Will sbsa-ref want this core ?

> diff --git a/target/arm/tcg/cpu64.c b/target/arm/tcg/cpu64.c
> index 5ca9070c14..6f555a39ce 100644
> --- a/target/arm/tcg/cpu64.c
> +++ b/target/arm/tcg/cpu64.c
> @@ -700,6 +700,172 @@ static void aarch64_neoverse_v1_initfn(Object *obj)
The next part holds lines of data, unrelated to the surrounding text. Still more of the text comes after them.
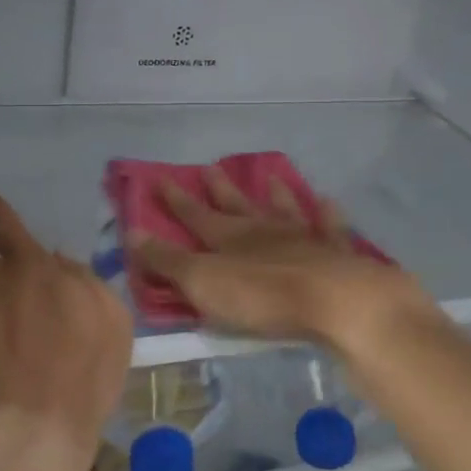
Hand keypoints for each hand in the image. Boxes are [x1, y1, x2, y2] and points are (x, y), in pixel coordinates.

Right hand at [128, 166, 433, 354]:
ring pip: (285, 209)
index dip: (176, 200)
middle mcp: (265, 230)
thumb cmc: (263, 297)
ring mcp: (305, 238)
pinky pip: (331, 228)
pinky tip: (328, 202)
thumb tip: (132, 232)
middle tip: (211, 168)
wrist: (337, 302)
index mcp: (230, 239)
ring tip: (271, 177)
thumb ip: (168, 261)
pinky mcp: (338, 254)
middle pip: (238, 206)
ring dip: (275, 195)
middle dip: (221, 190)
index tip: (160, 178)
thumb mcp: (203, 283)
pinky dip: (328, 215)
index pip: (195, 215)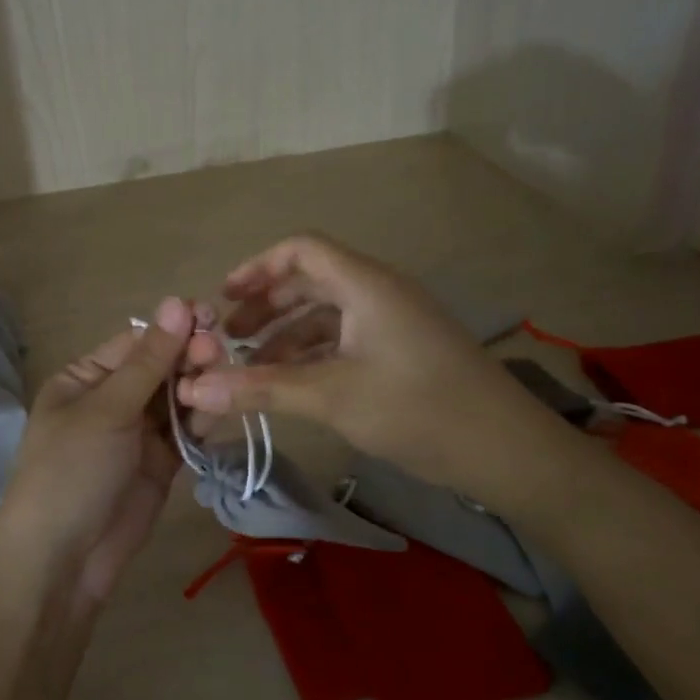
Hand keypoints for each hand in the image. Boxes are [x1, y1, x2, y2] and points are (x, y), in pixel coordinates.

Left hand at [0, 297, 199, 607]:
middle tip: (218, 351)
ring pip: (177, 398)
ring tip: (222, 379)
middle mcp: (112, 400)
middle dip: (189, 357)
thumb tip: (177, 302)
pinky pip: (185, 432)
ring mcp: (137, 434)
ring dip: (199, 386)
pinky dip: (201, 420)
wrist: (62, 562)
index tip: (210, 316)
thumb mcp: (107, 409)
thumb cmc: (72, 471)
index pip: (136, 342)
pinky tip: (219, 409)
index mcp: (85, 379)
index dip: (172, 328)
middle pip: (160, 367)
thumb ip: (149, 360)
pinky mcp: (160, 464)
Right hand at [176, 235, 559, 499]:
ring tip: (250, 369)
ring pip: (327, 315)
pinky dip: (313, 355)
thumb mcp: (332, 396)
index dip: (257, 267)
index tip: (222, 299)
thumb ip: (261, 388)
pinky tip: (290, 384)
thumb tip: (193, 390)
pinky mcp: (402, 351)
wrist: (506, 450)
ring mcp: (393, 322)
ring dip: (286, 336)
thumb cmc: (417, 408)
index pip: (302, 249)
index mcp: (365, 284)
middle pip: (310, 281)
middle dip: (265, 307)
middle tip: (228, 339)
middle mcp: (379, 292)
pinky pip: (345, 339)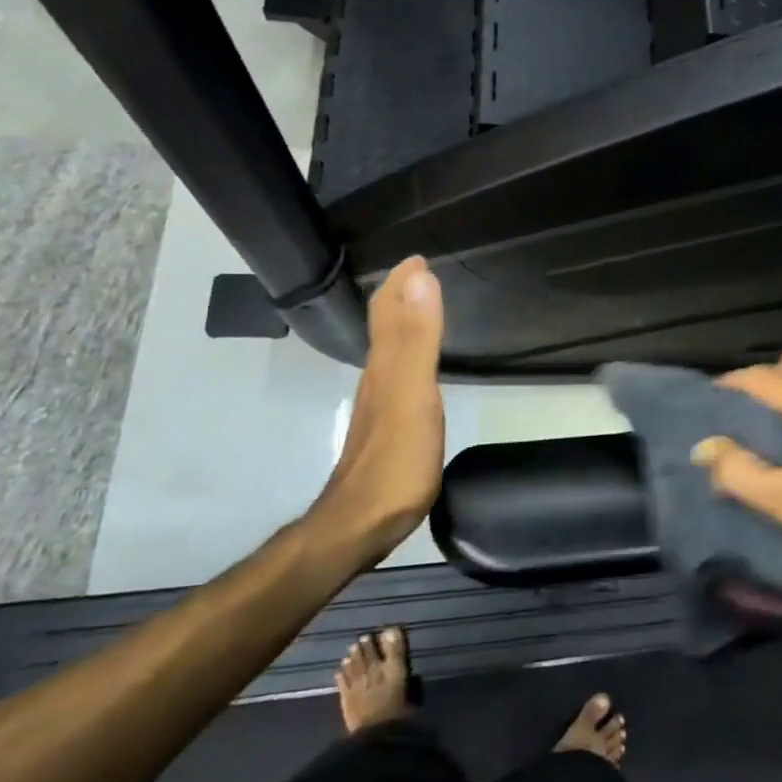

>      aarch64_add_sve_properties(obj);
>  }
>
> +static const ARMCPRegInfo cortex_a710_cp_reginfo[] = {
> +    /* TODO: trapped by HCR_EL2.TIDCP */
> +    { .name = "CPUACTLR4_EL1", .state = ARM_CP_STATE_AA64,
> +      .opc0 = 3, .opc1 = 0, .crn = 15, .crm = 1, .opc2 = 3,
> +      .access = PL1_RW, .type = ARM_CP_CONST, .resetvalue = 0 },
> +    { .name = "CPUECTLR2_EL1", .state = ARM_CP_STATE_AA64,
> +      .opc0 = 3, .opc1 = 0, .crn = 15, .crm = 1, .opc2 = 5,
> +      .access = PL1_RW, .type = ARM_CP_CONST, .resetvalue = 0 },
> +    { .name = "CPUACTLR5_EL1", .state = ARM_CP_STATE_AA64,
> +      .opc0 = 3, .opc1 = 0, .crn = 15, .crm = 8, .opc2 = 0,
> +      .access = PL1_RW, .type = ARM_CP_CONST, .resetvalue = 0 },
> +    { .name = "CPUACTLR6_EL1", .state = ARM_CP_STATE_AA64,
> +      .opc0 = 3, .opc1 = 0, .crn = 15, .crm = 8, .opc2 = 1,
> +      .access = PL1_RW, .type = ARM_CP_CONST, .resetvalue = 0 },
> +    { .name = "CPUACTLR7_EL1", .state = ARM_CP_STATE_AA64,
> +      .opc0 = 3, .opc1 = 0, .crn = 15, .crm = 8, .opc2 = 2,
> +      .access = PL1_RW, .type = ARM_CP_CONST, .resetvalue = 0 },
> +    { .name = "CPUPPMCR4_EL3", .state = ARM_CP_STATE_AA64,
> +      .opc0 = 3, .opc1 = 6, .crn = 15, .crm = 2, .opc2 = 4,
> +      .access = PL3_RW, .type = ARM_CP_CONST, .resetvalue = 0 },
> +    { .name = "CPUPPMCR5_EL3", .state = ARM_CP_STATE_AA64,
> +      .opc0 = 3, .opc1 = 6, .crn = 15, .crm = 2, .opc2 = 5,
> +      .access = PL3_RW, .type = ARM_CP_CONST, .resetvalue = 0 },
> +    { .name = "CPUPPMCR6_EL3", .state = ARM_CP_STATE_AA64,
> +      .opc0 = 3, .opc1 = 6, .crn = 15, .crm = 2, .opc2 = 6,
> +      .access = PL3_RW, .type = ARM_CP_CONST, .resetvalue = 0 },
> +    { .name = "CPUACTLR_EL3", .state = ARM_CP_STATE_AA64,
> +      .opc0 = 3, .opc1 = 6, .crn = 15, .crm = 4, .opc2 = 0,
> +      .access = PL3_RW, .type = ARM_CP_CONST, .resetvalue = 0 },
> +    { .name = "CPUPOR2_EL3", .state = ARM_CP_STATE_AA64,
> +      .opc0 = 3, .opc1 = 6, .crn = 15, .crm = 8, .opc2 = 4,
> +      .access = PL3_RW, .type = ARM_CP_CONST, .resetvalue = 0 },
> +    { .name = "CPUPMR2_EL3", .state = ARM_CP_STATE_AA64,
> +      .opc0 = 3, .opc1 = 6, .crn = 15, .crm = 8, .opc2 = 5,
> +      .access = PL3_RW, .type = ARM_CP_CONST, .resetvalue = 0 },
> +
> +    /*
> +     * Stub RAMINDEX, as we don't actually implement caches,
> +     * BTB, or anything else with cpu internal memory.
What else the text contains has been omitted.